Christian Olivier : De toute façon, c’est une poésie engagée. La poésie ne peut être qu’engagée. Mais ça n’est pas tout le temps frontal. Ça peut passer par des champs de travers. Et donc, dire ces textes-là aujourd’hui, ça a une résonnance… On en a besoin, je dirai même aujourd’hui ; un besoin vital de replonger dans ces choses-là. L’imaginaire aussi.
Qu’est-ce que vous pensez de la une récente de Libération : Michel Houellebecq, "Le monde n’est plus digne de la poésie" ?
Christian Olivier : C’est nous la poésie, c’est tout le monde.
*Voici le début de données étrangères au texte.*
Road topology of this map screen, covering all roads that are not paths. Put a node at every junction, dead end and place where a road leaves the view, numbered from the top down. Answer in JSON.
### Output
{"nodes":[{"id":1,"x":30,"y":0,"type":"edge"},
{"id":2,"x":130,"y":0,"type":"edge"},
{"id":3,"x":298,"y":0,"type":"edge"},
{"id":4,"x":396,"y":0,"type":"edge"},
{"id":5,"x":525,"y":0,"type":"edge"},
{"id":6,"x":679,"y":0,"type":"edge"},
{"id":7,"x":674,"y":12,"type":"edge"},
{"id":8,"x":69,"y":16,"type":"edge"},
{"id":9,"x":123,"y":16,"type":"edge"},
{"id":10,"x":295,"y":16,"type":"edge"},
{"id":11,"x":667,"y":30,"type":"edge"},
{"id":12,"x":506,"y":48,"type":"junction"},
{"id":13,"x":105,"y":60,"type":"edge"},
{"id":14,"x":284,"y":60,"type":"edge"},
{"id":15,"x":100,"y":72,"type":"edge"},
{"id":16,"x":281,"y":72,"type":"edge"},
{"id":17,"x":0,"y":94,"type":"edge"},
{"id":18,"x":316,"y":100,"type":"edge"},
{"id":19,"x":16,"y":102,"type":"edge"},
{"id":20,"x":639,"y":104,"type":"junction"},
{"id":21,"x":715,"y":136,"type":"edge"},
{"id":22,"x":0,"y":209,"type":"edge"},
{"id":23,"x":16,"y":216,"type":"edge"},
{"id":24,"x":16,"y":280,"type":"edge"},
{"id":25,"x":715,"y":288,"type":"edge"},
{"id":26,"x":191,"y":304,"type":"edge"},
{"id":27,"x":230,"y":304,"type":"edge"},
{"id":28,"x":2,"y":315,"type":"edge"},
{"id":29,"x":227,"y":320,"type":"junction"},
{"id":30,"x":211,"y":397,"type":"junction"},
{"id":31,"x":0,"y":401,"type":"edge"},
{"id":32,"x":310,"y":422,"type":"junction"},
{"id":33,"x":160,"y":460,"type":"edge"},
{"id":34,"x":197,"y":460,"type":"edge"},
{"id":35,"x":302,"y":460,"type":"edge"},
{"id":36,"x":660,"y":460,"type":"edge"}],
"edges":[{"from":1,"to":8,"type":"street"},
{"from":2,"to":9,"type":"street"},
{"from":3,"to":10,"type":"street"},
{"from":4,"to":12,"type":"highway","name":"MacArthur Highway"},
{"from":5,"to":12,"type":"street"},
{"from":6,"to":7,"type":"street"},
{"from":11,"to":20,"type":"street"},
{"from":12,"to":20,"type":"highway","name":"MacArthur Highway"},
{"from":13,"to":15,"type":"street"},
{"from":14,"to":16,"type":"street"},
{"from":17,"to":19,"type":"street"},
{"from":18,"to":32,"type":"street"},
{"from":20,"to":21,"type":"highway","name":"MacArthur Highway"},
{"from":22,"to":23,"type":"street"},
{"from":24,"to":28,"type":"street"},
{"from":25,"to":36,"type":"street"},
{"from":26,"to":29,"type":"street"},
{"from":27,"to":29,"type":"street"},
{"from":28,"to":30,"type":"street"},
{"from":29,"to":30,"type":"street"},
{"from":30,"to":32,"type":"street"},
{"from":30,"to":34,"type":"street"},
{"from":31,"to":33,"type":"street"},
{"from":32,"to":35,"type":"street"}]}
Parce que des gens qui écrivent des poèmes, des textes, il y en a plein, qui ne sont pas publiés. La poésie est partout, chez soi, dans la rue… Ça m’est arrivé d’aller dire des textes dans une boulangerie. Quand on achète sa baguette et qu’on écoute un petit morceau de Soupault, la baguette est carrément meilleure. Elle est super bonne.
C’est toi qui es venu à la poésie ou c’est la poésie qui est venue à toi ?
Christian Olivier : Je crois que c’est toujours une rencontre.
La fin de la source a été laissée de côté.